40 “The King will reply, ‘Truly I tell you, whatever you did for one of the least of these brothers and sisters of mine, you did for me.’
41 “Then he will say to those on his left, ‘Depart from me, you who are cursed, into the eternal fire prepared for the devil and his angels. 42 For I was hungry and you gave me nothing to eat, I was thirsty and you gave me nothing to drink, 43 I was a stranger and you did not invite me in, I needed clothes and you did not clothe me, I was sick and in prison and you did not look after me.’
44 “They also will answer, ‘Lord, when did we see you hungry or thirsty or a stranger or needing clothes or sick or in prison, and did not help you?’
45 “He will reply, ‘Truly I tell you, whatever you did not do for one of the least of these, you did not do for me.’
46 “Then they will go away to eternal punishment, but the righteous to eternal life.”

The 25th chapter of Matthew lays out for us three parables, with all of them touching upon end time variables.

The Parable of the Ten Virgins simply shows us that the time is short and that we have a limited supply of resources.
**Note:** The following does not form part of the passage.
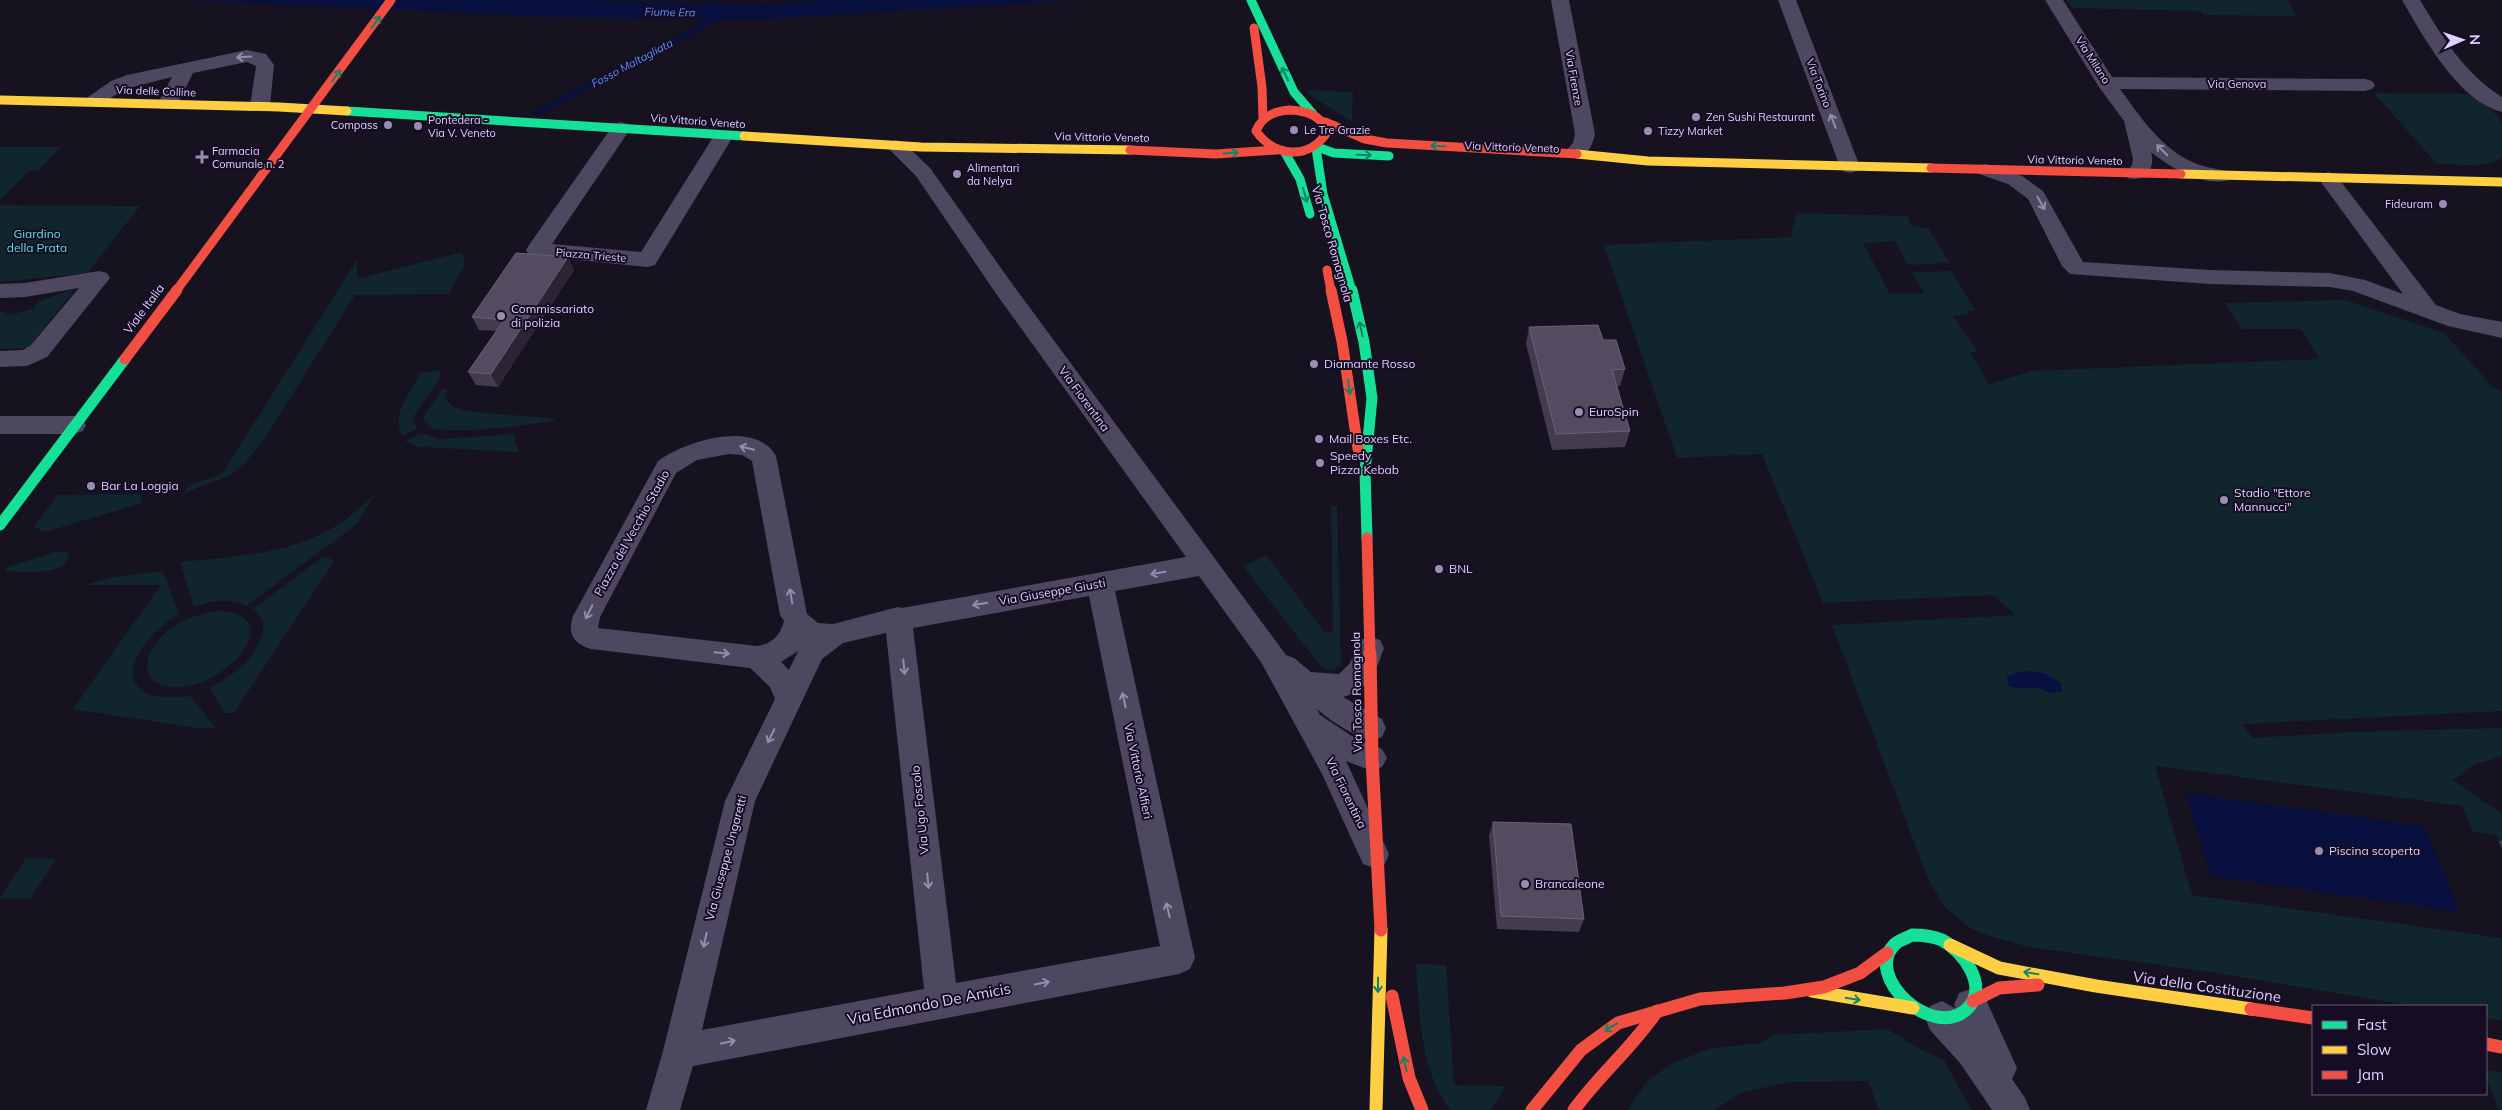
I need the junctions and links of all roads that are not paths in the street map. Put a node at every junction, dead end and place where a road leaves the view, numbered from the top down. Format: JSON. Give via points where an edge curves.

We shouldn't waste what we have or be silly in spending it. Stay focused. Realize that the time is short and utilize the resources we have to make it through. 

The Parable of the Bags of Gold show us that we should looking towards the end of all things with a stark realism that we have been given a gift in which to use. Before it all ends, the master of the house will return and want to know what we have done with that gift. While some strive to make use of the gift and multiply it's worth, some will simply sit on theirs and do nothing. 

What Jesus shows his hearers in The Sheep and The Goats at the end of this chapter puts a face on the need and an actual place to spend the gold and burn the wick. There are people with needs that are to be met and we have the resources to meet those needs.

We are talking about having a "calling" today.
What is a calling? Well, I completely expected to have a "finger & thumb" up to the side of your head definition from Merriam-Webster. But, picking up the phone had nothing to do with the definition I found. In the deeply religious tone that Noah Webster would have thought about things come the exact kind of definition we read.

Definition of CALLING

1:  a strong inner impulse toward a particular course of action especially when accompanied by conviction of divine influence
2:  the vocation or profession in which one customarily engages 
It's a noun, and it's only used as a noun. Meaning, it can be possessive.  It's your calling. It's something your were called to do. Nursing is more than just a career. It's a calling. Teaching it more than just a job. Such a career choice involves a feeling or a calling. This is what you are called to do with your life: to meet other peoples needs in such a way. 

There are different ways to think about having a calling.
When people hear the word they usually think about this job I'm doing.
If you're "called" into ministry then it must involve some sort of preaching or public speaking. This viewpoint usually leads people to shrink away from the thought of having a calling. Lots of folks don't want to be the central focus of people's attention. The bright lights and flashy thought of having a calling is where too many minds drift to when approaching the subject. I would suggest that we take a quieter approach to the matter at hand.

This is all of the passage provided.